I suppose the Cambodians are more than willing to put up with Hun Sen’s authoritarianism. Hell, they probably would put up with Genghis Khan. Anything would be better than the Khmer Rouge, who ruled from 1975 to 1979 and wrote  one of the darkest, most blood-drenched chapters in modern history, ranking with Armenian genocide of 1915 and the Holocaust. At least two million people, a quarter of Cambodia’s population at the time, died in mass executions or from starvation. Many books have been written about that horrific period. I recommend “Survival in the Killing Fields,” by Haing Nhor, a Cambodian physician who lived through it and portrayed Dith Pran in the movie, “The Killing Fields.”

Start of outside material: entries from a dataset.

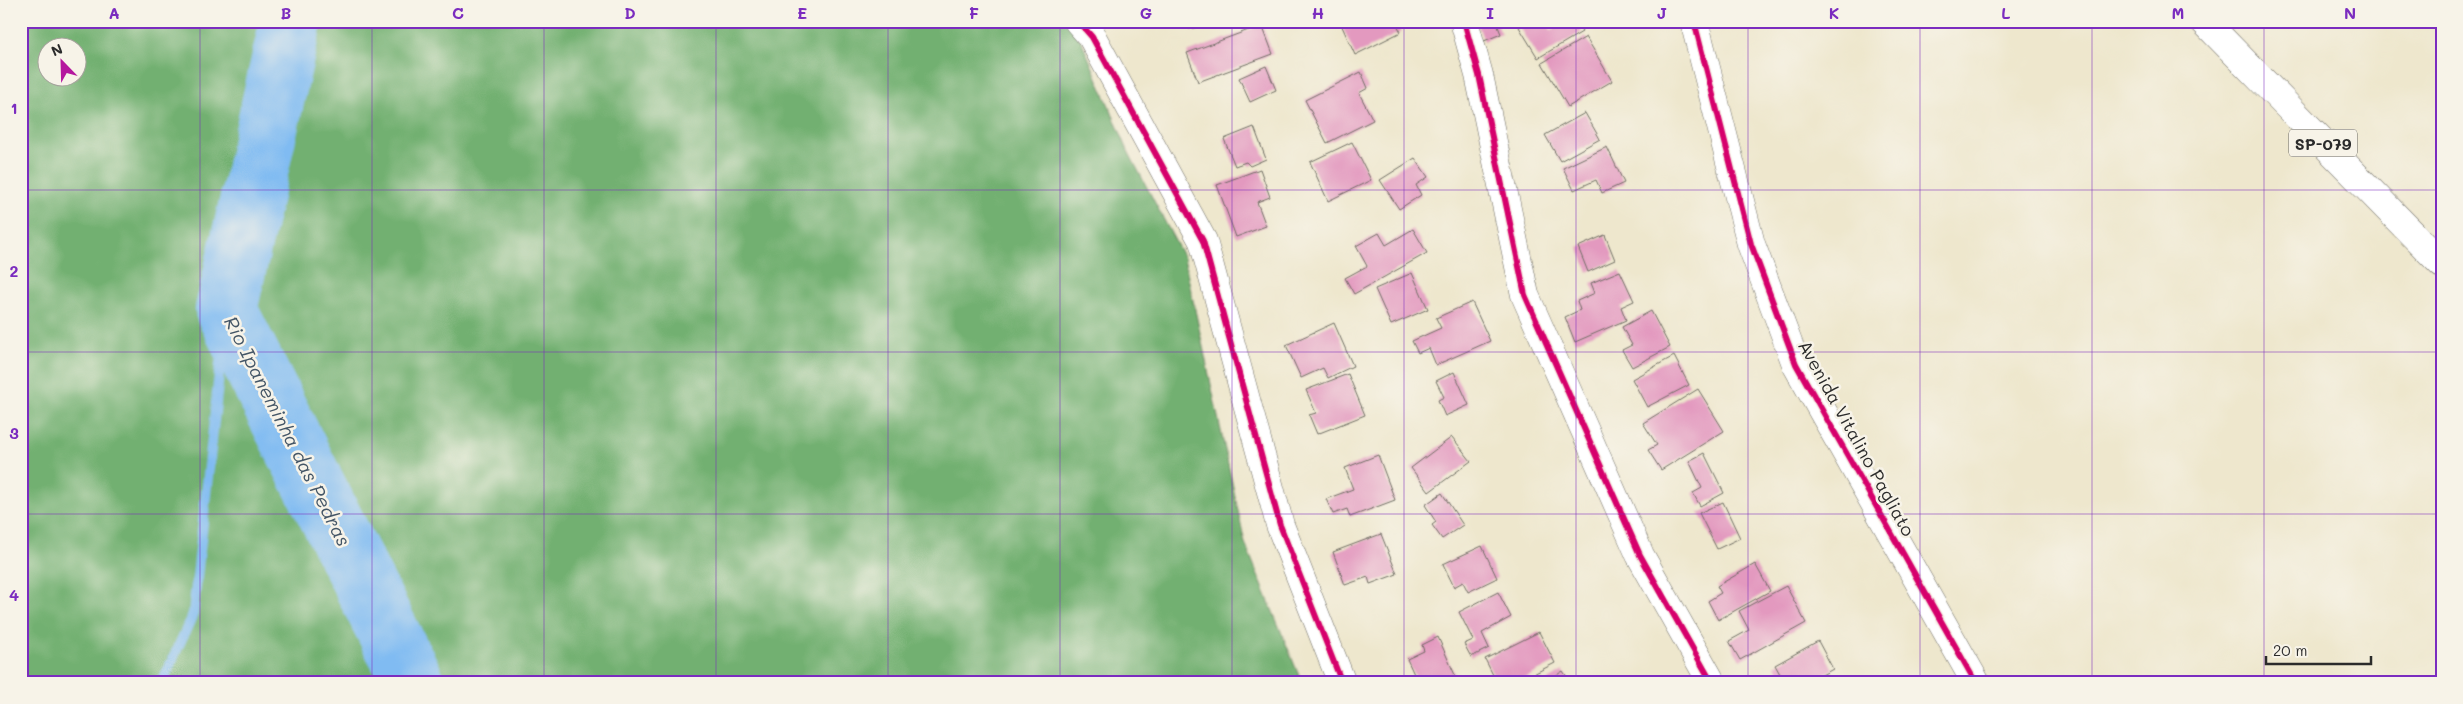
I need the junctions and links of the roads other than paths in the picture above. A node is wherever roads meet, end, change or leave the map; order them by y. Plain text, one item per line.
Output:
1 (1078, 21) edge
2 (1464, 21) edge
3 (1694, 21) edge
4 (2204, 21) edge
5 (2442, 264) edge
6 (1342, 683) edge
7 (1712, 683) edge
8 (1976, 683) edge

1 - 6 street
2 - 7 street
3 - 8 street, Avenida Vitalino Pagliato
4 - 5 street, SP-079

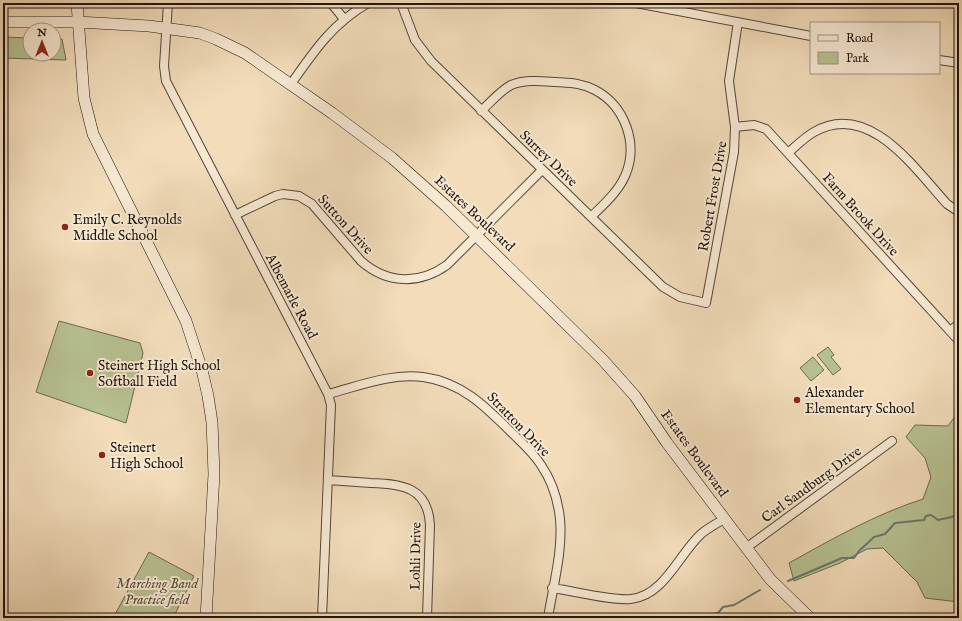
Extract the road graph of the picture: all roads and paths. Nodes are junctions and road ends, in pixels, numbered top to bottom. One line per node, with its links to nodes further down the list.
1 (77, 3): 10 (street)
2 (168, 3): 12 (street, Albemarle Road)
3 (331, 3): 8 (street)
4 (368, 3): 8 (street)
5 (401, 3): 17 (street, Surrey Drive)
6 (636, 3): 7 (street)
7 (681, 7): 11 (street)
8 (344, 19): 16 (street)
9 (3, 22): 10 (street, Estates Boulevard)
10 (78, 22): 12 (street, Estates Boulevard); 36 (street)
11 (738, 22): 13 (street); 18 (street, Robert Frost Drive)
12 (166, 28): 16 (street, Estates Boulevard); 22 (street, Albemarle Road)
13 (810, 36)
14 (940, 60): 15 (street)
15 (959, 63)
16 (290, 84): 24 (street, Estates Boulevard)
17 (481, 111): 20 (street, Surrey Drive); 23 (street)
18 (735, 127): 19 (street, Farm Brook Drive); 25 (street, Robert Frost Drive)
19 (788, 153): 21 (street); 27 (street, Farm Brook Drive)
20 (542, 170): 23 (street, Surrey Drive); 24 (street, Sutton Drive)
21 (959, 212)
22 (236, 215): 24 (street, Sutton Drive); 29 (street, Albemarle Road)
23 (591, 217): 25 (street, Surrey Drive)
24 (477, 235): 32 (street, Estates Boulevard)
25 (706, 303)
26 (959, 324): 27 (street)
27 (950, 331): 28 (street, Farm Brook Drive)
28 (959, 341)
29 (328, 394): 31 (street, Albemarle Road); 34 (street, Stratton Drive)
30 (892, 441): 33 (street, Carl Sandburg Drive)
31 (328, 480): 37 (street, Albemarle Road); 38 (street, Lohli Drive)
32 (724, 519): 33 (street, Estates Boulevard); 34 (street)
33 (746, 548): 35 (street, Estates Boulevard)
34 (552, 588): 39 (street, Stratton Drive)
35 (808, 617)
36 (206, 618)
37 (322, 618)
38 (427, 618)
39 (548, 618)

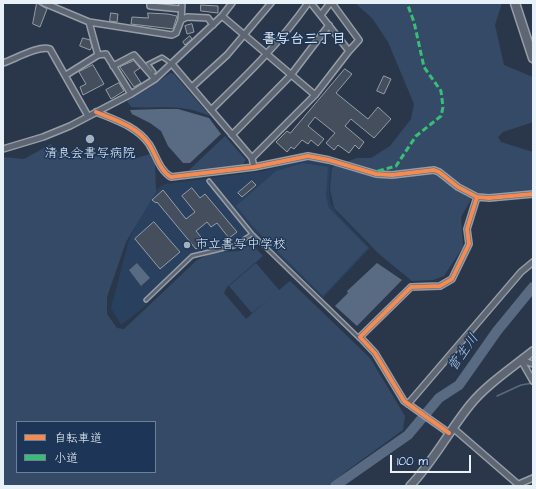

The Khmer Rouge aim was to radically transform Cambodia into a perfectly classless, perfectly equal, agrarian utopia. What it created instead was a perfectly monstrous, perfectly barbaric reign of terror. Every urban center, including the capital, was emptied of people. Phnom Penh, Siem Reap, and other cities became ghost towns in a matter of days, weeks at most. Their citizens — those  lucky enough to escape death, that is — were packed off to the countryside to work on collective farms or in forced labor camps. An unknown number succumbed to famine, exposure, or sheer exhaustion.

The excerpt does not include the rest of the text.